Source data: Begin
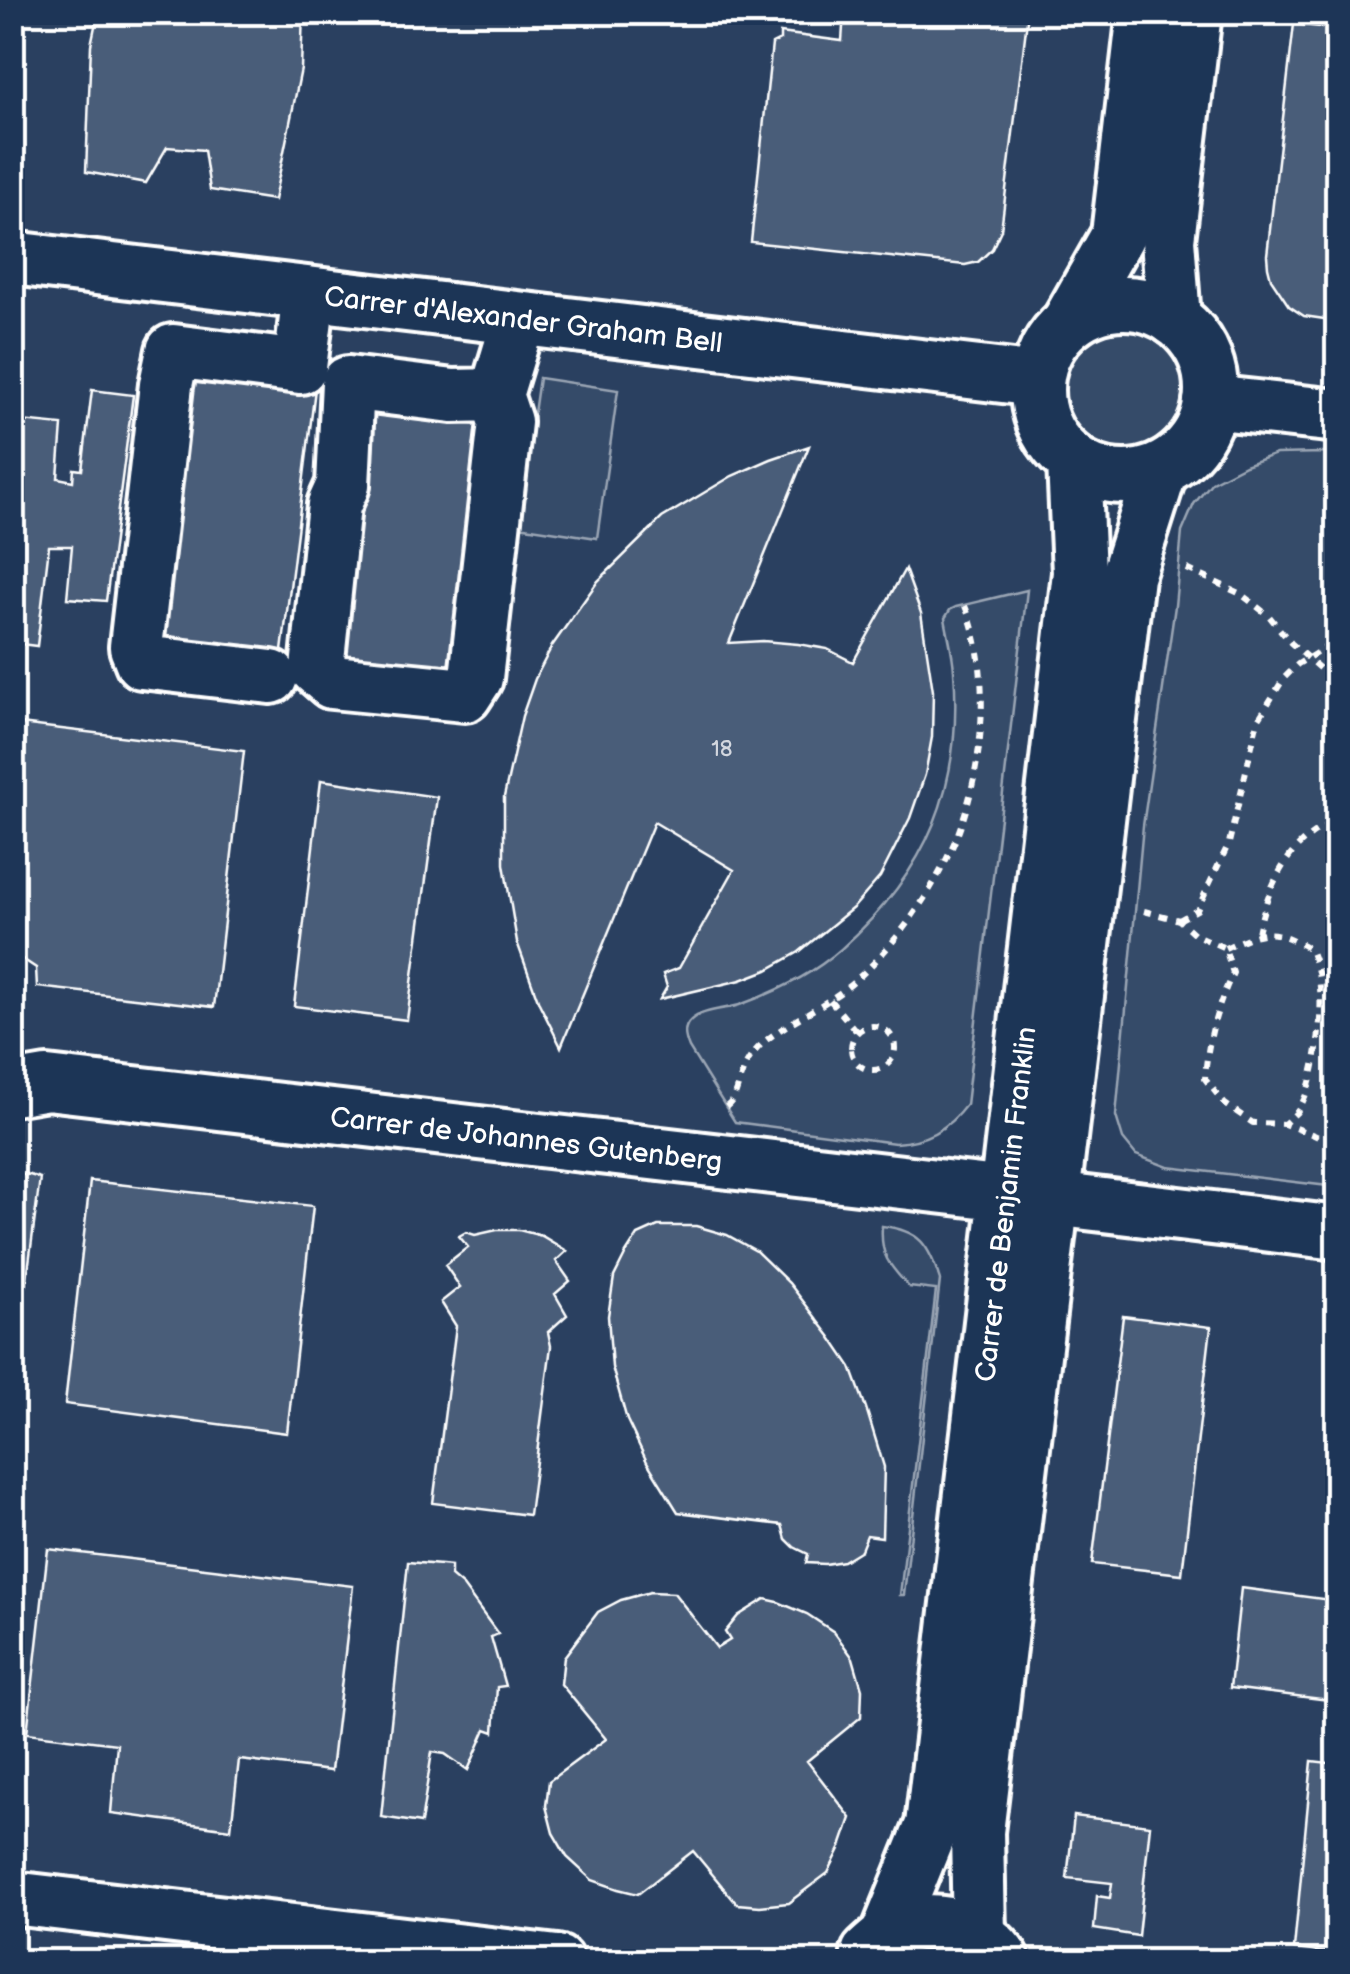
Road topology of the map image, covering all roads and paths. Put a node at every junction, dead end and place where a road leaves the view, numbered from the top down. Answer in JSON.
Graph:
{"nodes":[{"id":1,"x":1144,"y":12,"type":"edge"},
{"id":2,"x":1195,"y":12,"type":"edge"},
{"id":3,"x":12,"y":258,"type":"edge"},
{"id":4,"x":310,"y":294,"type":"junction"},
{"id":5,"x":519,"y":318,"type":"junction"},
{"id":6,"x":1174,"y":319,"type":"junction"},
{"id":7,"x":1068,"y":323,"type":"junction"},
{"id":8,"x":1037,"y":380,"type":"junction"},
{"id":9,"x":496,"y":394,"type":"junction"},
{"id":10,"x":1210,"y":402,"type":"junction"},
{"id":11,"x":1338,"y":416,"type":"edge"},
{"id":12,"x":1074,"y":462,"type":"junction"},
{"id":13,"x":1161,"y":470,"type":"junction"},
{"id":14,"x":1186,"y":569,"type":"dead end"},
{"id":15,"x":965,"y":606,"type":"dead end"},
{"id":16,"x":1338,"y":640,"type":"edge"},
{"id":17,"x":1308,"y":658,"type":"junction"},
{"id":18,"x":270,"y":677,"type":"dead end"},
{"id":19,"x":1338,"y":685,"type":"edge"},
{"id":20,"x":1338,"y":822,"type":"edge"},
{"id":21,"x":1144,"y":911,"type":"dead end"},
{"id":22,"x":1180,"y":920,"type":"junction"},
{"id":23,"x":1258,"y":933,"type":"junction"},
{"id":24,"x":1225,"y":948,"type":"junction"},
{"id":25,"x":830,"y":1000,"type":"junction"},
{"id":26,"x":857,"y":1032,"type":"junction"},
{"id":27,"x":24,"y":1079,"type":"edge"},
{"id":28,"x":726,"y":1107,"type":"dead end"},
{"id":29,"x":1284,"y":1124,"type":"junction"},
{"id":30,"x":1338,"y":1146,"type":"edge"},
{"id":31,"x":1029,"y":1197,"type":"junction"},
{"id":32,"x":1338,"y":1232,"type":"edge"},
{"id":33,"x":12,"y":1898,"type":"edge"},
{"id":34,"x":875,"y":1949,"type":"edge"},
{"id":35,"x":991,"y":1949,"type":"edge"},
{"id":36,"x":558,"y":1962,"type":"edge"}],
"edges":[{"from":1,"to":7,"type":"street"},
{"from":2,"to":6,"type":"street"},
{"from":3,"to":4,"type":"street","name":"Carrer d'Alexander Graham Bell"},
{"from":4,"to":5,"type":"street","name":"Carrer d'Alexander Graham Bell"},
{"from":4,"to":18,"type":"street"},
{"from":5,"to":8,"type":"street","name":"Carrer d'Alexander Graham Bell"},
{"from":5,"to":9,"type":"street"},
{"from":6,"to":7,"type":"street"},
{"from":6,"to":10,"type":"street"},
{"from":7,"to":8,"type":"street"},
{"from":8,"to":12,"type":"street"},
{"from":9,"to":9,"type":"street"},
{"from":10,"to":11,"type":"street"},
{"from":10,"to":13,"type":"street"},
{"from":12,"to":13,"type":"street"},
{"from":12,"to":31,"type":"street","name":"Carrer de Benjamin Franklin"},
{"from":13,"to":31,"type":"street","name":"Carrer de Benjamin Franklin"},
{"from":14,"to":17,"type":"path"},
{"from":15,"to":25,"type":"path"},
{"from":16,"to":17,"type":"path"},
{"from":17,"to":19,"type":"path"},
{"from":17,"to":22,"type":"path"},
{"from":20,"to":23,"type":"path"},
{"from":21,"to":22,"type":"path"},
{"from":22,"to":24,"type":"path"},
{"from":23,"to":24,"type":"path"},
{"from":23,"to":29,"type":"path"},
{"from":24,"to":29,"type":"path"},
{"from":25,"to":26,"type":"path"},
{"from":25,"to":28,"type":"path"},
{"from":26,"to":26,"type":"path"},
{"from":27,"to":31,"type":"street","name":"Carrer de Johannes Gutenberg"},
{"from":29,"to":30,"type":"path"},
{"from":31,"to":32,"type":"street","name":"Carrer de Johannes Gutenberg"},
{"from":31,"to":34,"type":"street","name":"Carrer de Benjamin Franklin"},
{"from":31,"to":35,"type":"street","name":"Carrer de Benjamin Franklin"},
{"from":33,"to":36,"type":"street"},
{"from":34,"to":35,"type":"street"}]}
Source data: End
■ Exercise objective
Each entry is to be returned as it stands, and each picture is to be left out.

■ Exercise solution
Road topology of the map image, covering all roads and paths. Put a node at every junction, dead end and place where a road leaves the view, numbered from the top down. Answer in JSON.
Graph:
{"nodes":[{"id":1,"x":1144,"y":12,"type":"edge"},
{"id":2,"x":1195,"y":12,"type":"edge"},
{"id":3,"x":12,"y":258,"type":"edge"},
{"id":4,"x":310,"y":294,"type":"junction"},
{"id":5,"x":519,"y":318,"type":"junction"},
{"id":6,"x":1174,"y":319,"type":"junction"},
{"id":7,"x":1068,"y":323,"type":"junction"},
{"id":8,"x":1037,"y":380,"type":"junction"},
{"id":9,"x":496,"y":394,"type":"junction"},
{"id":10,"x":1210,"y":402,"type":"junction"},
{"id":11,"x":1338,"y":416,"type":"edge"},
{"id":12,"x":1074,"y":462,"type":"junction"},
{"id":13,"x":1161,"y":470,"type":"junction"},
{"id":14,"x":1186,"y":569,"type":"dead end"},
{"id":15,"x":965,"y":606,"type":"dead end"},
{"id":16,"x":1338,"y":640,"type":"edge"},
{"id":17,"x":1308,"y":658,"type":"junction"},
{"id":18,"x":270,"y":677,"type":"dead end"},
{"id":19,"x":1338,"y":685,"type":"edge"},
{"id":20,"x":1338,"y":822,"type":"edge"},
{"id":21,"x":1144,"y":911,"type":"dead end"},
{"id":22,"x":1180,"y":920,"type":"junction"},
{"id":23,"x":1258,"y":933,"type":"junction"},
{"id":24,"x":1225,"y":948,"type":"junction"},
{"id":25,"x":830,"y":1000,"type":"junction"},
{"id":26,"x":857,"y":1032,"type":"junction"},
{"id":27,"x":24,"y":1079,"type":"edge"},
{"id":28,"x":726,"y":1107,"type":"dead end"},
{"id":29,"x":1284,"y":1124,"type":"junction"},
{"id":30,"x":1338,"y":1146,"type":"edge"},
{"id":31,"x":1029,"y":1197,"type":"junction"},
{"id":32,"x":1338,"y":1232,"type":"edge"},
{"id":33,"x":12,"y":1898,"type":"edge"},
{"id":34,"x":875,"y":1949,"type":"edge"},
{"id":35,"x":991,"y":1949,"type":"edge"},
{"id":36,"x":558,"y":1962,"type":"edge"}],
"edges":[{"from":1,"to":7,"type":"street"},
{"from":2,"to":6,"type":"street"},
{"from":3,"to":4,"type":"street","name":"Carrer d'Alexander Graham Bell"},
{"from":4,"to":5,"type":"street","name":"Carrer d'Alexander Graham Bell"},
{"from":4,"to":18,"type":"street"},
{"from":5,"to":8,"type":"street","name":"Carrer d'Alexander Graham Bell"},
{"from":5,"to":9,"type":"street"},
{"from":6,"to":7,"type":"street"},
{"from":6,"to":10,"type":"street"},
{"from":7,"to":8,"type":"street"},
{"from":8,"to":12,"type":"street"},
{"from":9,"to":9,"type":"street"},
{"from":10,"to":11,"type":"street"},
{"from":10,"to":13,"type":"street"},
{"from":12,"to":13,"type":"street"},
{"from":12,"to":31,"type":"street","name":"Carrer de Benjamin Franklin"},
{"from":13,"to":31,"type":"street","name":"Carrer de Benjamin Franklin"},
{"from":14,"to":17,"type":"path"},
{"from":15,"to":25,"type":"path"},
{"from":16,"to":17,"type":"path"},
{"from":17,"to":19,"type":"path"},
{"from":17,"to":22,"type":"path"},
{"from":20,"to":23,"type":"path"},
{"from":21,"to":22,"type":"path"},
{"from":22,"to":24,"type":"path"},
{"from":23,"to":24,"type":"path"},
{"from":23,"to":29,"type":"path"},
{"from":24,"to":29,"type":"path"},
{"from":25,"to":26,"type":"path"},
{"from":25,"to":28,"type":"path"},
{"from":26,"to":26,"type":"path"},
{"from":27,"to":31,"type":"street","name":"Carrer de Johannes Gutenberg"},
{"from":29,"to":30,"type":"path"},
{"from":31,"to":32,"type":"street","name":"Carrer de Johannes Gutenberg"},
{"from":31,"to":34,"type":"street","name":"Carrer de Benjamin Franklin"},
{"from":31,"to":35,"type":"street","name":"Carrer de Benjamin Franklin"},
{"from":33,"to":36,"type":"street"},
{"from":34,"to":35,"type":"street"}]}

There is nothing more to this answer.